Activity: The response should be the lines of the data, starting at the first and ending at the one that contains "p.setAntiAlias(true);", copied without change.

Input for this task:
+ + +

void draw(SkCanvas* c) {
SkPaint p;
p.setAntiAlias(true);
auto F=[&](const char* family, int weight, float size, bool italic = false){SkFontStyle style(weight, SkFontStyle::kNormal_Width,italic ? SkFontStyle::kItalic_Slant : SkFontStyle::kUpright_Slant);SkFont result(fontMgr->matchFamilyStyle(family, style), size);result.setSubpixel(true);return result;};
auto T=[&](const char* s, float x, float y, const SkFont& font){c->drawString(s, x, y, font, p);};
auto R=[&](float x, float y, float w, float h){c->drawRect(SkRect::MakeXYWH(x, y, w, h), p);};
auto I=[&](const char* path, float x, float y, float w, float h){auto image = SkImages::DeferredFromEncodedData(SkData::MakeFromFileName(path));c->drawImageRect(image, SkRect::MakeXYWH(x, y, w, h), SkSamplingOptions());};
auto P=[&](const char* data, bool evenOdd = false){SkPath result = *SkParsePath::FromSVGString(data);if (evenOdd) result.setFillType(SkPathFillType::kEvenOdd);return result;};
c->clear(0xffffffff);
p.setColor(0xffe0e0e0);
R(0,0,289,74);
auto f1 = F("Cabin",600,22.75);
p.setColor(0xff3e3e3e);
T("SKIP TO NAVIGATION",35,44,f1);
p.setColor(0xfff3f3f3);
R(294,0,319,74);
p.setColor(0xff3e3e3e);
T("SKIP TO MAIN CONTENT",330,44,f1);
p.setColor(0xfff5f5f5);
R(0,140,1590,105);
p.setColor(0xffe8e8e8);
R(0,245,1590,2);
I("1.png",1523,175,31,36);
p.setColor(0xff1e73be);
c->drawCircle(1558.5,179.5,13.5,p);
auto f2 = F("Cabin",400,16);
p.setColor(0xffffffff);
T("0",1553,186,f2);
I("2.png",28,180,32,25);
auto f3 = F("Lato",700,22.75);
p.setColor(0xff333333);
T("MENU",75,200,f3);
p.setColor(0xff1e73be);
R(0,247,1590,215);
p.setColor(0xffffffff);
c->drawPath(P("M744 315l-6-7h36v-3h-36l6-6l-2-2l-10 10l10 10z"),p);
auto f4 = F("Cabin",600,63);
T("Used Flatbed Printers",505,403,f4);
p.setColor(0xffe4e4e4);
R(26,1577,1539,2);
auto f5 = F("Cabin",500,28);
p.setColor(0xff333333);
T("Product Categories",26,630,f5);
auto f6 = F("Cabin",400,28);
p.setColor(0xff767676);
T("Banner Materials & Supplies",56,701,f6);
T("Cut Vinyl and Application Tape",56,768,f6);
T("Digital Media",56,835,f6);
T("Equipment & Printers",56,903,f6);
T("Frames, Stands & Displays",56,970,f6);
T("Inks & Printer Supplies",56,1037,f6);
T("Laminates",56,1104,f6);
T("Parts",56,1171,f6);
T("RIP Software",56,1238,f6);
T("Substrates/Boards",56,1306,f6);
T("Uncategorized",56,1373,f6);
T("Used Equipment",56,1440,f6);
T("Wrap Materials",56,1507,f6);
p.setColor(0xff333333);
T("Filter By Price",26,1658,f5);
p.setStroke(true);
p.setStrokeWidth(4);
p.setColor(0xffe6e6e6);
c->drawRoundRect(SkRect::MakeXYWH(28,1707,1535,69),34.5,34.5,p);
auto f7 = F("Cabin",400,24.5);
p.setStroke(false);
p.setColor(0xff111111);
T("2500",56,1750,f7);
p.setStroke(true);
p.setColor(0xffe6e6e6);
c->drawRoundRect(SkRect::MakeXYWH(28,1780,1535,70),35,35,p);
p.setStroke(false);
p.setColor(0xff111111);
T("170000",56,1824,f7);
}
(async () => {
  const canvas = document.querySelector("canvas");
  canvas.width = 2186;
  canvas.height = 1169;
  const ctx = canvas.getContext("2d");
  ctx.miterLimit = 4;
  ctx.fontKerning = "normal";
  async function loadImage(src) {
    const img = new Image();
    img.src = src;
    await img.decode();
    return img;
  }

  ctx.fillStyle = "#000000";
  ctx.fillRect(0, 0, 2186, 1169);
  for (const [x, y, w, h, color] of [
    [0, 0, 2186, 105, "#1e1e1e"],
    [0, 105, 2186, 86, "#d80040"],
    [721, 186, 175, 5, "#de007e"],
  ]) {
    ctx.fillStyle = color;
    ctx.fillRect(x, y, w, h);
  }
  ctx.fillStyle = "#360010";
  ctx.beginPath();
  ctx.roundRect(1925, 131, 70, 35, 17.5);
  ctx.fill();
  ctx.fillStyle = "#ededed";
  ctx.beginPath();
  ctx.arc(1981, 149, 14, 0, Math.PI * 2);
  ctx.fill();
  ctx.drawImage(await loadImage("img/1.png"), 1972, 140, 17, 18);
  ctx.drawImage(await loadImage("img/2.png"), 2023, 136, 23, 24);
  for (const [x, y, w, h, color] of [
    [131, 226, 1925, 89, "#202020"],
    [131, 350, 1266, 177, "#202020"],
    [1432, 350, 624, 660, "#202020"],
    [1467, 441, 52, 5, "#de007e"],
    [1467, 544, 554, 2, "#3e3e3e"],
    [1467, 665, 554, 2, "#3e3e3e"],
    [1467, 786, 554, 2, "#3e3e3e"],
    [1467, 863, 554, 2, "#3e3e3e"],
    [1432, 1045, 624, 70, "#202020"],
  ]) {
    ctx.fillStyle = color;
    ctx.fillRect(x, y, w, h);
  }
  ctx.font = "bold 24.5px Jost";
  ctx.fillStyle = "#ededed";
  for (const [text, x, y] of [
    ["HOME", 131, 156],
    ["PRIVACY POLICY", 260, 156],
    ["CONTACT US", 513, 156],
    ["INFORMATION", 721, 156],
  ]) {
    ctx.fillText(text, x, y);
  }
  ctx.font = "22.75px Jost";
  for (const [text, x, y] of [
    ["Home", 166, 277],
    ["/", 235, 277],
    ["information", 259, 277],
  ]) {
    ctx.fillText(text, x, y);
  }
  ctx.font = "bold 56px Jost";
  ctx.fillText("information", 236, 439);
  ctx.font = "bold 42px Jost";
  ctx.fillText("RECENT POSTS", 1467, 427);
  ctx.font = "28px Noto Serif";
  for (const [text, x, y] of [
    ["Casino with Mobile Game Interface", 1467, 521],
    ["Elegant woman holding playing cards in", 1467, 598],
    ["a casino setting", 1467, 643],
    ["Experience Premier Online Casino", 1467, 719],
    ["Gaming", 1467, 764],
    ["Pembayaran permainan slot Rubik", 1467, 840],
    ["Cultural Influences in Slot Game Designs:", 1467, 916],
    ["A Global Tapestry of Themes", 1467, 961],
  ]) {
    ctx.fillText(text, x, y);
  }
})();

+ + +

Response area:
void draw(SkCanvas* c) {
SkPaint p;
p.setAntiAlias(true);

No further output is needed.